La Chine devrait annoncer vendredi le premier recul trimestriel du PIB de son histoire alors que la pandémie de Covid-19 a paralysé le pays en février et que l'activité peine à redémarrer.
Un groupe de 14 experts interrogés par l'AFP table en moyenne sur une chute de 8,2% du produit intérieur brut (PIB) de la deuxième économie mondiale sur la période janvier-mars.
Il s'agirait alors de la plus mauvaise performance depuis le début des publications trimestrielles du PIB au début des années 90.
Au dernier trimestre 2019, la croissance s'était inscrite à 6% sur un an.
Signe de l'incertitude autour des conséquences économiques du virus, les prévisions d'experts sont très disparates: d'une contraction de -5,5% au 1er trimestre pour la plus optimiste à -15% pour la plus pessimiste.
Soucieux d'endiguer la propagation du virus, qui a fait officiellement plus de 3.300 morts en Chine, Pékin a adopté fin janvier des mesures de confinement sans précédent qui ont plombé l'activité.
- Pire que prévu -
Résultat, en janvier-février, la production industrielle s'est contractée pour la première fois en près de 30 ans tandis que les ventes de détail, principale jauge de la consommation, se sont effondrées.
"Le ralentissement a été plus prononcé que prévu", relève l'économiste Xu Xiaochun, de l'agence de notation Moody's.
Et si l'activité reprend depuis progressivement, elle est "plus lente qu'espéré" avec pour conséquence une "contraction importante" du PIB au premier trimestre, estime M. Xu.

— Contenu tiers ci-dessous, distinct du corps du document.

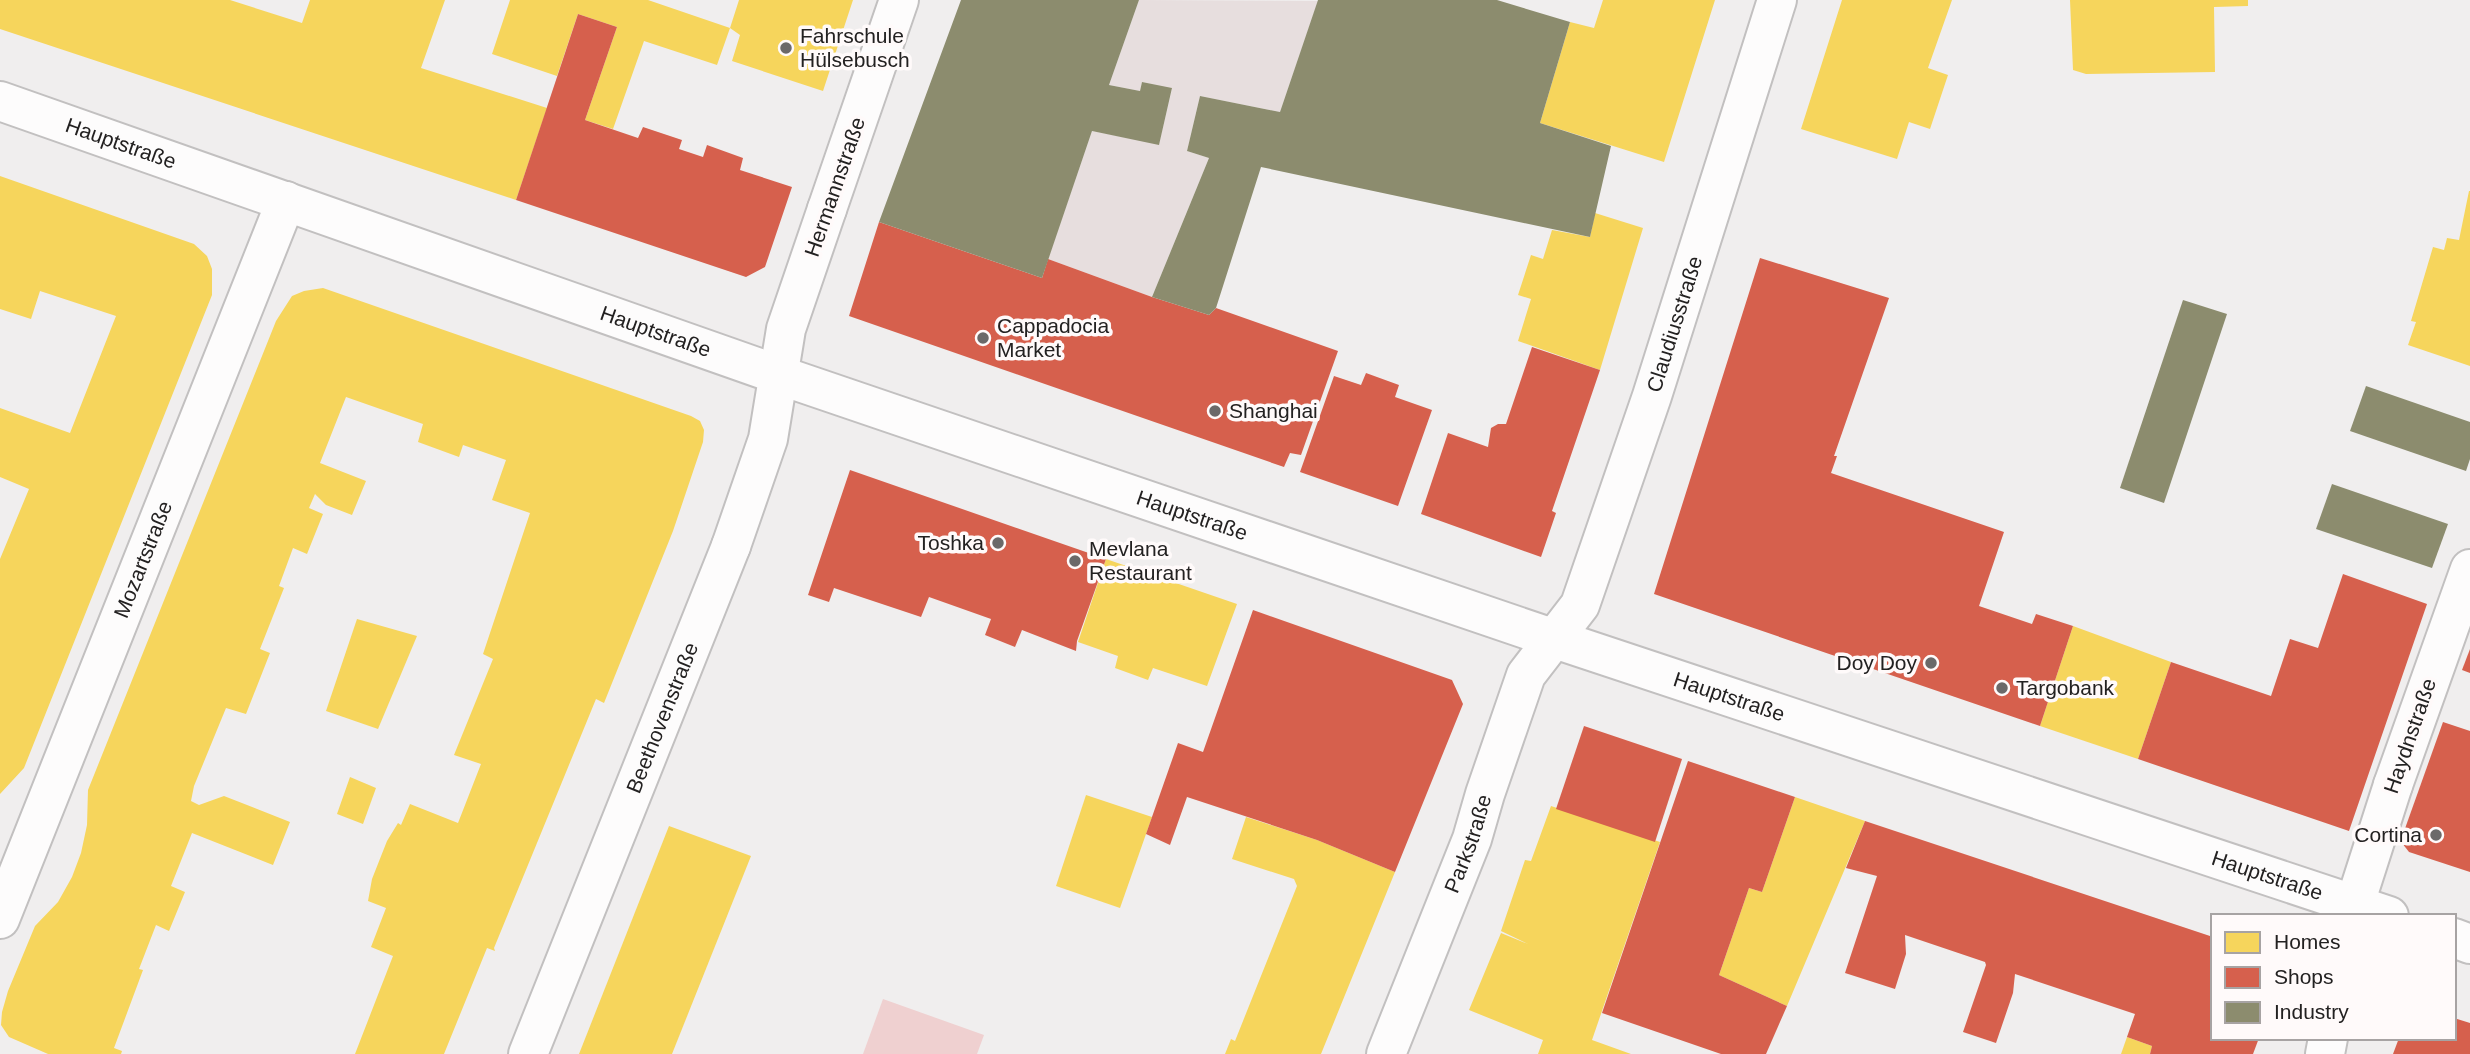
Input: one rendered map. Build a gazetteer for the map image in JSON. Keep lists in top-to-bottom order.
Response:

En dépit d'une amélioration des conditions sanitaires ces dernières semaines, des centaines de millions de Chinois continuent à limiter leurs déplacements par peur d'attraper le virus.

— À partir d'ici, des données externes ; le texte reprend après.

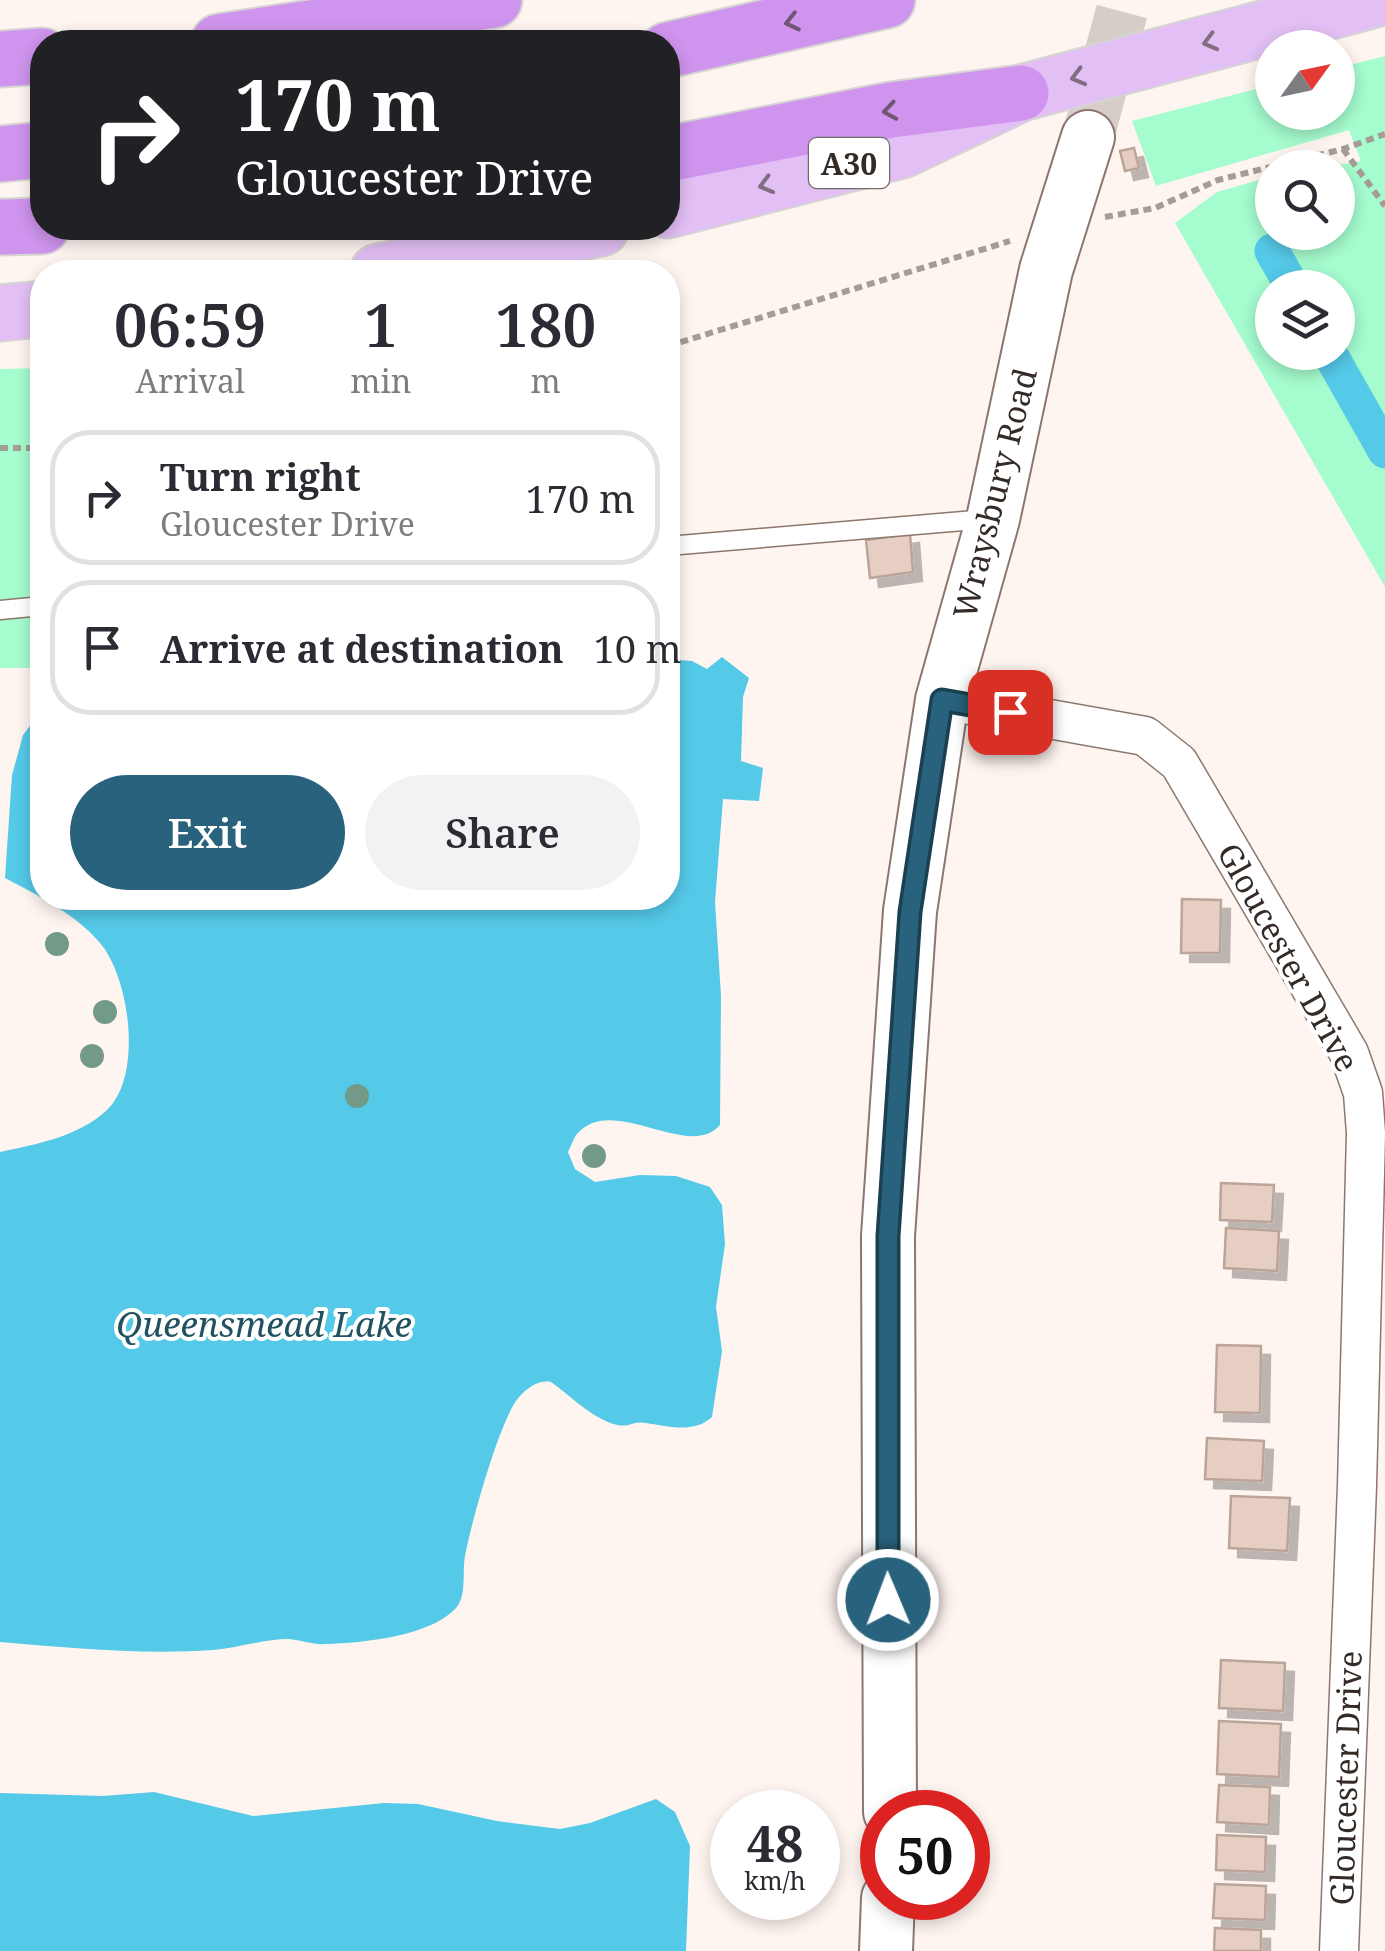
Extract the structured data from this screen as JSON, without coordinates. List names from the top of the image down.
{
  "streets": {
    "main road": ["A30", "Wraysbury Road"],
    "street": ["Gloucester Drive"]
  },
  "crossings": [
    ["Wraysbury Road", "Gloucester Drive"]
  ],
  "water": ["Queensmead Lake"],
  "north": "top right",
  "page": {
    "turn": ["170 m", "Gloucester Drive"],
    "eta": [
      "06:59",
      "Arrival",
      "1",
      "min",
      "180",
      "m"
    ],
    "list": [
      {
        "name": "Turn right",
        "note": "Gloucester Drive",
        "value": "170 m"
      },
      {
        "name": "Arrive at destination",
        "value": "10 m"
      }
    ],
    "buttons": ["Exit", "Share"],
    "speed": "48 km/h",
    "limit": "50"
  }
}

Cela continuera à avoir de "graves" répercussions sur la consommation intérieure et en particulier les services, prévient l'économiste de la banque JPMorgan, Haibin Zhu.
Le tourisme, poids lourd de l'économie chinoise avec 11% du PIB en 2018, est l'un des secteurs les plus menacés alors que les mesures de confinement se multiplient désormais un peu partout sur la planète.

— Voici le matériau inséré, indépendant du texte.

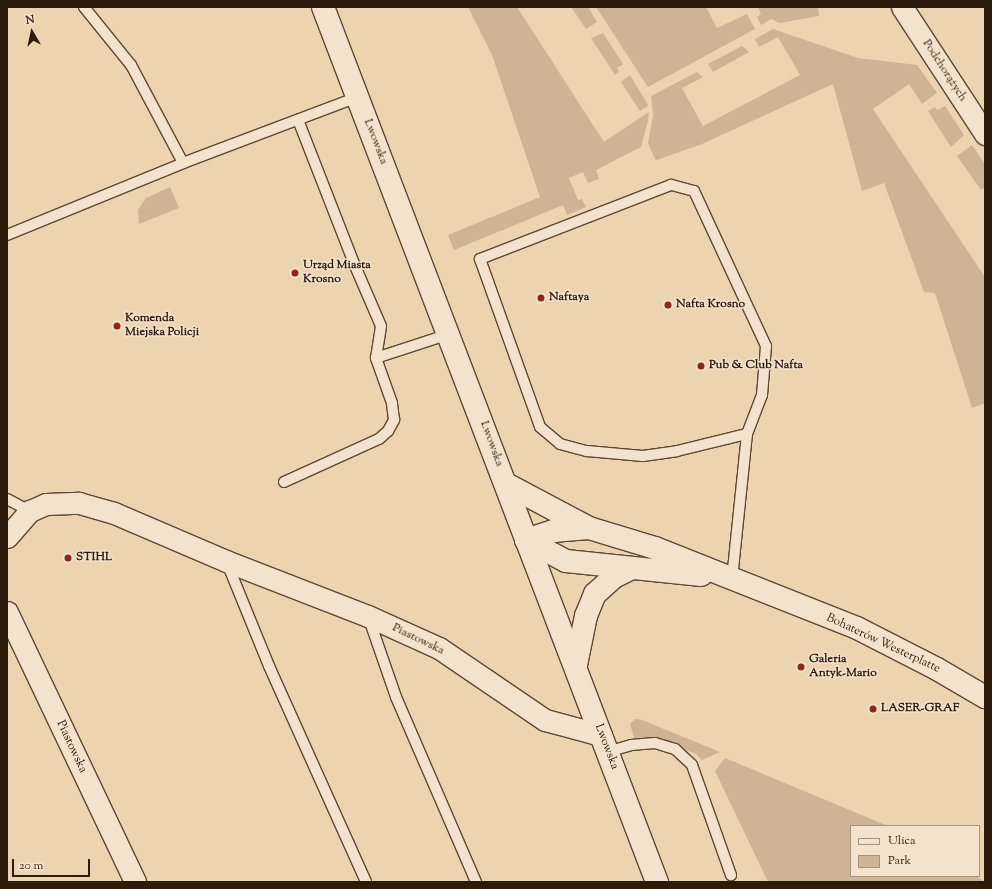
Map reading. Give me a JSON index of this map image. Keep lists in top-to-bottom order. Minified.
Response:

Le virus pénalise par ailleurs les exportations de la Chine, important moteur pour son économie, au moment où les principaux partenaires commerciaux de Pékin sont paralysés par l'épidémie.
En mars, les ventes de la Chine à l'étranger ont connu un nouveau repli sur un an (-6,6%), selon les chiffres publiés mardi par les Douanes. Cette contraction est toutefois moins prononcée que celle de janvier-février cumulés (-17,2%).
- "Choc massif" -
"Avec la récession qui se profile cette année en Europe et aux Etats-Unis, la Chine sera confrontée dans les mois à venir à un choc massif en termes de demande de l'étranger", estime l'économiste de la banque HSBC, Qu Hongbin.
Les exportations chinoises avaient été fragilisées l'an dernier par la guerre commerciale entre Pékin et Washington. Mais cette fois, "les turbulences seront plus fortes", prévient M. Qu.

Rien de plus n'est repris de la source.